A longitudinal incision was made on the volar surface of the right forearm centred on the tumour with patient under Biers block. Incision was deepened with meticulous dissection exposing the tumour and demonstrating its intraneural location with nerve fascicles overlying it [Figure 3]. This corresponds to a type 3 tumour.1 The tumour was enucleated by a longitudinal incision between nerve fascicle visible to the ordinary eyes [Figures 4 & 5]. The nerve sheath was repaired and dead space obliterated and wound closed without repairing subcutaneous fascia.
The tumour removed was an oval shaped, yellow and encapsulated. The cut surface showed areas of central necrosis. Histopathological report showed two main patterns, hypercellular Antoni A cells and myxoid hypercellular Antoni B cells. We could not provide the slides due to delay in obtaining the results (financial constraint) during which it was discarded.
The patient recuperated with no nerve deficit. There was improvement in hand movement and function. Subsequent follow up reveals no new symptom by the patient and she has fully integrated into society.
Discussion
Schwannomas of the median nerve is the most common of the benign peripheral nerve sheath tumour. Most of the cases reported in literature were found in adults2,3,5 but very little report in children.4 Our index case was a child.

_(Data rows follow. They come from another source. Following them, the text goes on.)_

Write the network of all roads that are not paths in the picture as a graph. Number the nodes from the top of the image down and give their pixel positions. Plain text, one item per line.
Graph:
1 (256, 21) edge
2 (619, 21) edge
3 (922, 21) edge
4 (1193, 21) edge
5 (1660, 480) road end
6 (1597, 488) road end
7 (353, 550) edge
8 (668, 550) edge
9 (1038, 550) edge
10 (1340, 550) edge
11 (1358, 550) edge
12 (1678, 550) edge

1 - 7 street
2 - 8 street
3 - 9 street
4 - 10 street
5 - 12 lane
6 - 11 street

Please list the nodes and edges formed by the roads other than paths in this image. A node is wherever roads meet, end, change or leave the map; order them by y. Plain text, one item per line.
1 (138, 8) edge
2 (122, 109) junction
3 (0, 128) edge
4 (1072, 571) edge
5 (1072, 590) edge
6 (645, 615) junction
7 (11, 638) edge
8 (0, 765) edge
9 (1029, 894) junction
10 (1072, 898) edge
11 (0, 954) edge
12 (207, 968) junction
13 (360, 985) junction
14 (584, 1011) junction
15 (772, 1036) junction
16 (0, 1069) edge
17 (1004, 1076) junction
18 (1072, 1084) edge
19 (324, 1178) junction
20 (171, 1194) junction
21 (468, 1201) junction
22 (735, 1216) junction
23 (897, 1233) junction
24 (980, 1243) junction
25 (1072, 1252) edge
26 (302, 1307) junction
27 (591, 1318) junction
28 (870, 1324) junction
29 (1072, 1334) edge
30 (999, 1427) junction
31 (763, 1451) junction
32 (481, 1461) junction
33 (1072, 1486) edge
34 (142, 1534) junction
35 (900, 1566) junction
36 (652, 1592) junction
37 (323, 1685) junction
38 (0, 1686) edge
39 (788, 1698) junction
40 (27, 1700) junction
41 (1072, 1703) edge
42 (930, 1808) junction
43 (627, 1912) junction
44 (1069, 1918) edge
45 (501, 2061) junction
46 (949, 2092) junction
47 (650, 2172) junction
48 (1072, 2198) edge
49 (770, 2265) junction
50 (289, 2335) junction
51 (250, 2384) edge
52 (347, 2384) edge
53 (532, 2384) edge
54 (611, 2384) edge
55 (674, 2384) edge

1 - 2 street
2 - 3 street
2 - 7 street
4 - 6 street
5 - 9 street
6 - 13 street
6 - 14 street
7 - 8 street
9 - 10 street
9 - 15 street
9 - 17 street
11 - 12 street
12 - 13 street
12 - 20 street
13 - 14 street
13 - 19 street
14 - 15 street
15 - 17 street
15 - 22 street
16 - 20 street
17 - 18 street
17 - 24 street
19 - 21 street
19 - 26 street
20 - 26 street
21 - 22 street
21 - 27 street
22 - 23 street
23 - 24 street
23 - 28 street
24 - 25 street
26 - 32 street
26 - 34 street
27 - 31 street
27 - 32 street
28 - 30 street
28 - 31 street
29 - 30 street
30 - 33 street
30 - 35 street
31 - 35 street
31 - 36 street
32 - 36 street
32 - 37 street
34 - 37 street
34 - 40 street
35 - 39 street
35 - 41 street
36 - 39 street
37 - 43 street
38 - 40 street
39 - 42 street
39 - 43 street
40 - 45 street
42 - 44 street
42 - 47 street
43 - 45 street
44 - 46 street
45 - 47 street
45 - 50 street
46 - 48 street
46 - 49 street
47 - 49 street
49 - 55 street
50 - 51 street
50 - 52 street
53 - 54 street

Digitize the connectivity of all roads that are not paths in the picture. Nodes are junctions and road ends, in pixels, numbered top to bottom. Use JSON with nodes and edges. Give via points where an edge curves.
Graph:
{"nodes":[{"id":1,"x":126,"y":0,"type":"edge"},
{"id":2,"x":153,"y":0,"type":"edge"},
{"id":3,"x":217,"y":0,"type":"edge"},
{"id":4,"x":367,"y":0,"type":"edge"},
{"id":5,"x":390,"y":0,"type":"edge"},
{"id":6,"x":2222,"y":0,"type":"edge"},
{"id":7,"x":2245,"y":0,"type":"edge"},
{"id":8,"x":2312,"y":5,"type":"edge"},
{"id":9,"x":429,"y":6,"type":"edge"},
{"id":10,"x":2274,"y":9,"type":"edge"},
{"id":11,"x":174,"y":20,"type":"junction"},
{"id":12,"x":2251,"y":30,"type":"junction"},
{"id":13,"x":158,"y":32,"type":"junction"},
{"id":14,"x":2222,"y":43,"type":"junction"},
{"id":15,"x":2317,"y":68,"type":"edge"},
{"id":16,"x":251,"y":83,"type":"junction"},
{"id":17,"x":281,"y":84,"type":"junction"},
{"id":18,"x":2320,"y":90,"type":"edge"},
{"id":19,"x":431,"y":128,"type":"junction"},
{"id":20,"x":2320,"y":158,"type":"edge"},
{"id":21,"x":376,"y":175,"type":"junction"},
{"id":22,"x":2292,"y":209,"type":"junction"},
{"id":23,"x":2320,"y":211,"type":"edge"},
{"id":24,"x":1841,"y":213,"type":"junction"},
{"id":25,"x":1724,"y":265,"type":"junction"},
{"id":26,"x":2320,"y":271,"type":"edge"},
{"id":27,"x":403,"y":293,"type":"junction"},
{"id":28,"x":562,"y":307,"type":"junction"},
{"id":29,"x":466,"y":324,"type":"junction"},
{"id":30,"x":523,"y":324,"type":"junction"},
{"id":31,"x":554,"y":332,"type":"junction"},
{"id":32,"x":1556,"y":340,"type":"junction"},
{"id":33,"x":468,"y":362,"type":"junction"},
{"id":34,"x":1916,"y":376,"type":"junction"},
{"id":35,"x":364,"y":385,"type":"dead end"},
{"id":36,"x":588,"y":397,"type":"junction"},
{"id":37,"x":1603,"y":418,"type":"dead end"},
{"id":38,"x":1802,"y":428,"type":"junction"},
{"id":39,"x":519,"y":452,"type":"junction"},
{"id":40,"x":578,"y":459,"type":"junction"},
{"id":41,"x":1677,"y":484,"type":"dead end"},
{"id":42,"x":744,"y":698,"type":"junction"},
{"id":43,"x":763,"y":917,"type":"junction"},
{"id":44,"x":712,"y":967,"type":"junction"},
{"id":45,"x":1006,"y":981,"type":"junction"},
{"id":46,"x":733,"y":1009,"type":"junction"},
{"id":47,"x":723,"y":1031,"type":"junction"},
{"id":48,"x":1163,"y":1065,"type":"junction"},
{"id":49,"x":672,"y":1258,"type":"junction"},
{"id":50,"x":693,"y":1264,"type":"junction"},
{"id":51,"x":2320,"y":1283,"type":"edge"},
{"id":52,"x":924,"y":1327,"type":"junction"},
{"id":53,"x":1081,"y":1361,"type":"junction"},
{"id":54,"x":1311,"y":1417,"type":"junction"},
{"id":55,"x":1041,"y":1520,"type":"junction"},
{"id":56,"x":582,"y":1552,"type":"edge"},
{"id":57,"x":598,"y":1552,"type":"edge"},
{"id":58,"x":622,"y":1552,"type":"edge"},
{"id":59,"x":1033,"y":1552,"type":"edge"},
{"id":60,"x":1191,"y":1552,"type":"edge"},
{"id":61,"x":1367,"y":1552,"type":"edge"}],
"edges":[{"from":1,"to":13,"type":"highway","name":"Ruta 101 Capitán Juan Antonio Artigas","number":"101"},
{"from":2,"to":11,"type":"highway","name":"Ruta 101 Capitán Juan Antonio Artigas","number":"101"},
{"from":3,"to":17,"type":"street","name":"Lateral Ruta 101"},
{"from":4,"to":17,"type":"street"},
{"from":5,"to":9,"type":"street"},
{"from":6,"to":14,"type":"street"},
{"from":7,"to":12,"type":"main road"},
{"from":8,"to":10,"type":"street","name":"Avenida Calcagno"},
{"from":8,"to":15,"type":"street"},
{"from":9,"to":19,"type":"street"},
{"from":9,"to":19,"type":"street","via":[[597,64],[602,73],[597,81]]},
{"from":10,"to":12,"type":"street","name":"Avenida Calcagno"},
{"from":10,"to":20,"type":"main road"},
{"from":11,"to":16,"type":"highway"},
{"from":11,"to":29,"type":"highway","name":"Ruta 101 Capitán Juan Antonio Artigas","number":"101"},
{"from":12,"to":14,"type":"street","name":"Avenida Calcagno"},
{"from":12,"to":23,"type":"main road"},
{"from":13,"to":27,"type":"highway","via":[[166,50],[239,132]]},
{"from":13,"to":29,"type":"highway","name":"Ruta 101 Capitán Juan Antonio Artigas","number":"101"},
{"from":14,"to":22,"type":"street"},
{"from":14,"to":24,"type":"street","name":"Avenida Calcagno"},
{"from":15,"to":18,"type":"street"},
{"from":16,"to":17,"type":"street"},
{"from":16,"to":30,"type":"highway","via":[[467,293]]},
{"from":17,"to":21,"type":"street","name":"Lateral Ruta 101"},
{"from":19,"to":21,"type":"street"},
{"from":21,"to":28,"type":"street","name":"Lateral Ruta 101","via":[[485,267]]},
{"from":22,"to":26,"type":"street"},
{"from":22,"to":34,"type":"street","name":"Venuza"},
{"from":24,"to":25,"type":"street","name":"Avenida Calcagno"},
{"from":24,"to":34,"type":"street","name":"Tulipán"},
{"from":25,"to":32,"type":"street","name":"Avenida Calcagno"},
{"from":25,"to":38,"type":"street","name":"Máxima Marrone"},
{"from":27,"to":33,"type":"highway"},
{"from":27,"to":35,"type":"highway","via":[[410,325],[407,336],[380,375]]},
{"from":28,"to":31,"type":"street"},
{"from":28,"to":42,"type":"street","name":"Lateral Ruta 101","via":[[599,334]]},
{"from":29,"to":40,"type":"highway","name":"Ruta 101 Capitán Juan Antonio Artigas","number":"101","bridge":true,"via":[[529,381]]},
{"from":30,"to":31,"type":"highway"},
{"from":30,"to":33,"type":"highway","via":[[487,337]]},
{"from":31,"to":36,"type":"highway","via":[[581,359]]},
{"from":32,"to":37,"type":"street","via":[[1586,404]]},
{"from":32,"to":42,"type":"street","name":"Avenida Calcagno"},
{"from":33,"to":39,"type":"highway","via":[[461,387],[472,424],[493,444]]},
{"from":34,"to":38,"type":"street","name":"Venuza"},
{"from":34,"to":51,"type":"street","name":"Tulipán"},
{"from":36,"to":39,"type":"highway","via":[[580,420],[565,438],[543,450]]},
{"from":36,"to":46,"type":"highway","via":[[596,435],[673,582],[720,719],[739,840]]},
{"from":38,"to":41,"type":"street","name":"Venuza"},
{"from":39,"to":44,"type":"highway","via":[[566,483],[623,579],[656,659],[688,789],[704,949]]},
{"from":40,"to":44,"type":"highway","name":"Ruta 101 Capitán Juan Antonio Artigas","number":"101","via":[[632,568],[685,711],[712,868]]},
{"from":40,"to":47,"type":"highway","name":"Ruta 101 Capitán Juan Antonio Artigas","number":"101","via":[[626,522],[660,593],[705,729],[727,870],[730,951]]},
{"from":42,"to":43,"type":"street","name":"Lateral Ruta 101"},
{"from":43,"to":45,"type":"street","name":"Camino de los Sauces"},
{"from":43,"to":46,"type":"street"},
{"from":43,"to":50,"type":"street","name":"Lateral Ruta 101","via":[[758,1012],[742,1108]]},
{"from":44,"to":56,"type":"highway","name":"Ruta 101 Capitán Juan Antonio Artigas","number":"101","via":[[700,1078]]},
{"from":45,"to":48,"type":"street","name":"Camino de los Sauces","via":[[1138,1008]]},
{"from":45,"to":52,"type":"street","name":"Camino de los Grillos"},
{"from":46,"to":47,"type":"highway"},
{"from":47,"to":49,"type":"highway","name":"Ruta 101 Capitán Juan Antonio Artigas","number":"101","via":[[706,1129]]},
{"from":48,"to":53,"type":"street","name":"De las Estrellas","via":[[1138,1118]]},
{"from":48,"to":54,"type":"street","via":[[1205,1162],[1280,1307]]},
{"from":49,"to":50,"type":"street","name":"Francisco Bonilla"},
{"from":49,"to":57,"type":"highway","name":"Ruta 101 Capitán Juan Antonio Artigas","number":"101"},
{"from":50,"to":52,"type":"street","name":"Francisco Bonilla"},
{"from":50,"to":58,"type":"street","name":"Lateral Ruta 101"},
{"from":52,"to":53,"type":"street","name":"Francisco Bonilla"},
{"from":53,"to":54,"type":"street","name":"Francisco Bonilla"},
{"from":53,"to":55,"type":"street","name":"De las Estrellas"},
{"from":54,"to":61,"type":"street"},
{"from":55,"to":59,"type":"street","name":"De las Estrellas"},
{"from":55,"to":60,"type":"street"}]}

Some authors have reported nerve deficit pre-surgery in their patients with giant schwannomas which resolved post-surgery. In the index case, there was no obvious nerve deficit but compressive symptoms [Figure 2].2,5
The diagnostic dilemma associated with clinical diagnosis of the tumour was encountered by our team; this was resolved by characterization of the tumour histologically.2,3,5 The tumour excised when grossly examined was found to have an area of degeneration which is due to inadequate blood supply. An author described it as ancient schwannoma.2
According to Holzbauer et al1 the index tumour was a type 3 in terms of the relationship of the tumour to the nerve fascicles.
Despite numerous reports of the tumour, there has been no documented recurrence with complete enucleation of the tumour.8
The index case presented has a history of trauma which was a red herring necessitating our initial diagnosis of traumatic cyst and lipoma. Schwannomas has been associated with misdiagnosis as reported in some literatures.2,5
No author has reported any sex or race predilection, our index case was a girl.2–5
The strength of this case report is that, it has never been reported in Western, Eastern and Central African region. The inability to provide the histological slides was a limitation.
This research received no specific grant from any funding agency in the public, commercial or not-for-profit sectors.
Conclusions
Schwannomas of the median nerve is a rare tumour that has not been frequently reported to affect children. High index of suspicion with tissue histological characterization is needed to confirm the diagnosis. Surgical enucleation is the mainstay of treatment with the preservation of nerve function.